As mentioned above, in planes perpendicular to the depth direction of the well, the wells 3 may each have a constant cross-sectional shape throughout the depth of the well, or may have different cross-sectional shapes depending on the depth. In the present specification, in either of the cases, the diameter used for calculating an aspect ratio is the diameter of the largest circle among the circles in a region enclosed by the rim of the well in plan view of the aperture of the well. The term rim herein refers to an edge of the aperture of each well.

For example, if each well has a cylindrical shape, the “diameter of the largest circle among the circles in a region enclosed by the rim of the well in plan view” can be the diameter of the aperture of the well.

As will be described later in examples, if each well configuring the well array of the analysis device has an aspect ratio of 1 or more, low-concentration target substances can be favorably detected. The expression “favorably detected” refers to that, for example, the signal/noise ratio is high. The term signal refers to a signal generated by an intended biochemical reaction, while the term noise refers to a signal generated by a negative control biochemical reaction that does not generate a signal. For example, the noise may be a signal generated by reaction of a detection reagent containing no objects to be detected, and may be termed background in other words.

The wells configuring the well array of the analysis device may each have an aspect ratio, for example, of 1 or more, or 1.3 or more, or 1.7 or more, or 2 or more, or 3 or more, or 3.5 or more, or 4 or more, as calculated from Formula (1) set forth above. However, higher aspect ratio may make the production of the well array more difficult. Therefore, the aspect ratio may have an upper limit which is, for example, 10 or 5 or 4.

In the following description, the “diameter of the largest circle among the circles in a region enclosed by the rim of the well in plan view” expressed in Formula (1) may be referred to as an “aperture diameter of the well”.

Each well 3 has an aperture diameter Wd, for example, of 100 μm or less. The well depth Wh refers to a largest distance between a rim 3a and the bottom 9 of the well 3, in a direction perpendicular to the aperture surface 6. The aperture diameter Wd refers to the diameter of a largest circle among the circles in a region enclosed by the rim 3a in plan view. Since the well 3 has a cylindrical shape in the present embodiment, the well depth Wh corresponds to the length of the cylindrical shape in the axial direction, and the aperture diameter Wd corresponds to the diameter of the cylindrical shape. For example, if the well 3 has an inverse three-sided pyramidal shape, the well depth Wh corresponds to the height of the inverse three-sided pyramid, i.e. a distance between the triangular bottom and the vertex that is not included in the bottom, in the direction perpendicular to the bottom, and the aperture diameter Wd corresponds to the diameter of the circle inscribing the triangle of the bottom.

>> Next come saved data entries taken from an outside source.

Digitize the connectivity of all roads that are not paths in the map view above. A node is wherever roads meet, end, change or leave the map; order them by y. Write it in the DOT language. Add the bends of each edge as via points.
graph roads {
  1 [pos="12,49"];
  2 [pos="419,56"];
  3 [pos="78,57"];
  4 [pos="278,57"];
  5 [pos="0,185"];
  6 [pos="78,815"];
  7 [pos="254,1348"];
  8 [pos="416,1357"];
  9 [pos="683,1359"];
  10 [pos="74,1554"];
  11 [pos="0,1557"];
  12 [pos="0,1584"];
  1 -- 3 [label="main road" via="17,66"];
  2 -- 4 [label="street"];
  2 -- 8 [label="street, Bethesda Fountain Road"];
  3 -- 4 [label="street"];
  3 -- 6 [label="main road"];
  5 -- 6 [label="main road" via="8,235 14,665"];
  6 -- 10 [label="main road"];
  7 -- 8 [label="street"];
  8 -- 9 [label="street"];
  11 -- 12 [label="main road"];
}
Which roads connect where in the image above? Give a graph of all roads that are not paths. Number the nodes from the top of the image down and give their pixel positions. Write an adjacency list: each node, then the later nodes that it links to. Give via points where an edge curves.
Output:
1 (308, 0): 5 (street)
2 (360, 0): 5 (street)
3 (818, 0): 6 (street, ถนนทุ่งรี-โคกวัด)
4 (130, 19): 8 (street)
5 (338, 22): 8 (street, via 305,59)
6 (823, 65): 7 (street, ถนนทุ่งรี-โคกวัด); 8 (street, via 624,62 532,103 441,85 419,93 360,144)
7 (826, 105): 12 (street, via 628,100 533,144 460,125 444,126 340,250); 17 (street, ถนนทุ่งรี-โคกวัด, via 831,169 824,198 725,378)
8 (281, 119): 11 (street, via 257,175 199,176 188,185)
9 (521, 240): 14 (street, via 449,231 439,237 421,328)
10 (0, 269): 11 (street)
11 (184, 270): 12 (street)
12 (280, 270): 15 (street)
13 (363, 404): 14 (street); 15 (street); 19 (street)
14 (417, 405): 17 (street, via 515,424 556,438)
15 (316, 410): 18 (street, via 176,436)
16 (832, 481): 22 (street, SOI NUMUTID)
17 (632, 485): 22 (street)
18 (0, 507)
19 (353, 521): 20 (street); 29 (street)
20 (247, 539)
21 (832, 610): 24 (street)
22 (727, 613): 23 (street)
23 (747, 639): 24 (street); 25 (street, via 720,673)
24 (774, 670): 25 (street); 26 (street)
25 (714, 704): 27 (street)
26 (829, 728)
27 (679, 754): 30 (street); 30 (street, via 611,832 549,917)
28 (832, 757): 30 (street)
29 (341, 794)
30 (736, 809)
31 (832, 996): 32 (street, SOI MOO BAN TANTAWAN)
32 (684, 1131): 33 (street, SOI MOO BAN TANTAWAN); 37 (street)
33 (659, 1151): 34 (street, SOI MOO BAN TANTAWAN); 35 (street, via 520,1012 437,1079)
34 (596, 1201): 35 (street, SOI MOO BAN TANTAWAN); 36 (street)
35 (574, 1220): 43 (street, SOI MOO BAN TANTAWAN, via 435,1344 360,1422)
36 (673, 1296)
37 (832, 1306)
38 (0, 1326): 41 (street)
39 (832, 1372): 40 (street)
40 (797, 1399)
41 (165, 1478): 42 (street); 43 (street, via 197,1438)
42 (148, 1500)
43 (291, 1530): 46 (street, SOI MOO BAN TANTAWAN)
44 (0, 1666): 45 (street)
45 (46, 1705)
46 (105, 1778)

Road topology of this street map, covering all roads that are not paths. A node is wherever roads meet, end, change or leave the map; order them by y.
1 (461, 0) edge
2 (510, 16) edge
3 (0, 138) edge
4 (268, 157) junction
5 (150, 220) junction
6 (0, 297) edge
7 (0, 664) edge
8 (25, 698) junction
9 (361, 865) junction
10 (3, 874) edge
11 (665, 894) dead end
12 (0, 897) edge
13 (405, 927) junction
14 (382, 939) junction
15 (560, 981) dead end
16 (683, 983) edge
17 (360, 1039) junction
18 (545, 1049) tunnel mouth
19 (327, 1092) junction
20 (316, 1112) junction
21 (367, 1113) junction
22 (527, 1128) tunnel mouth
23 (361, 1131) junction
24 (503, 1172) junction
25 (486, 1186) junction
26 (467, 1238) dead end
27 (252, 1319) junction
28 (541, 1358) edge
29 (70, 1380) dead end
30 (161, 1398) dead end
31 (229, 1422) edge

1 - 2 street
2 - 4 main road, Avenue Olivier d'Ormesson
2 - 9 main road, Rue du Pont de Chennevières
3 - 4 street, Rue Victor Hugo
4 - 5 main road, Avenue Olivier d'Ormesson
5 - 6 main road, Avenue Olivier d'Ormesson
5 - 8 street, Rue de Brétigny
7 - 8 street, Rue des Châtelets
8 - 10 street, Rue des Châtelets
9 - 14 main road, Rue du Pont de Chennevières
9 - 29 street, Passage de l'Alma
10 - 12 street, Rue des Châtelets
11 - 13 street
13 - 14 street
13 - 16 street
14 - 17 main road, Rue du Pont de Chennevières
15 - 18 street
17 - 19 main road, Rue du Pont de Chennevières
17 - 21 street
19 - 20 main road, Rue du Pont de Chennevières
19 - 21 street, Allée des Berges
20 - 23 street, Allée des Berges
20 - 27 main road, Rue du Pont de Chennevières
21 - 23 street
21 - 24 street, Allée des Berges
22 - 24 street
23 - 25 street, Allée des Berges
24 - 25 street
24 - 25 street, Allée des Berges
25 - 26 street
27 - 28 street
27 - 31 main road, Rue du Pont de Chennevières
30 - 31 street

The well depth Wh may be larger than the depth of field of a detector, which will be described later, used for the microfluidic device 1, and 100 times or less the depth of field of the detector. Preferably, the well depth Wh may be 3 time or more and 10 times or less the depth of field of the detector.

The well 3 preferably has a volume that is 100 fL (femtoliter) or more. The upper limit of the volume of the well 3 may, for example, be 5,000 fL. The well 3 preferably has a volume of 4,000 fL or less, more preferably 3,000 fL or less, even more preferably 2,500 fL or less, and most preferably 2,000 fL.

Although not limited to, the microwell array 4 may be configured to transmit light. A hydrophilic or hydrophobic material may be selected as a material for forming the microwell array 4, considering properties desired to be imparted to the well 3 (to the inner surface of the well 3 in particular). The material for forming the microwell array 4 may, for example, be at least one of glass, resin and metal, or a mixture of these materials.

The configuration of the microwell array 4 of the present embodiment will be described in detail. As shown in FIGS. 2, 3(a) and 3(b), the microwell array 4 includes a plate-like bottom layer 11 and a plate-like wall layer 12 which is overlaid on the bottom layer 11.

In the bottom layer 11, the surface on which the wall layer 12 is disposed configures the bottom 9 of each well 3. More specifically, in the surface of the bottom layer 11 on which the wall layer 12 is disposed, regions where the wall layer 12 is not disposed configure the bottoms 9 of the respective wells 3. For example, the bottom layer 11 may be made of glass or a resin. The wall layer 12 has a plurality of holes passing through the wall layer 12 in the thickness direction and arranged in an array pattern as viewed in the thickness direction. Each hole has an inner surface configuring an inner peripheral surface 10 of a well 3. For example, the wall layer 12 may be made of a resin.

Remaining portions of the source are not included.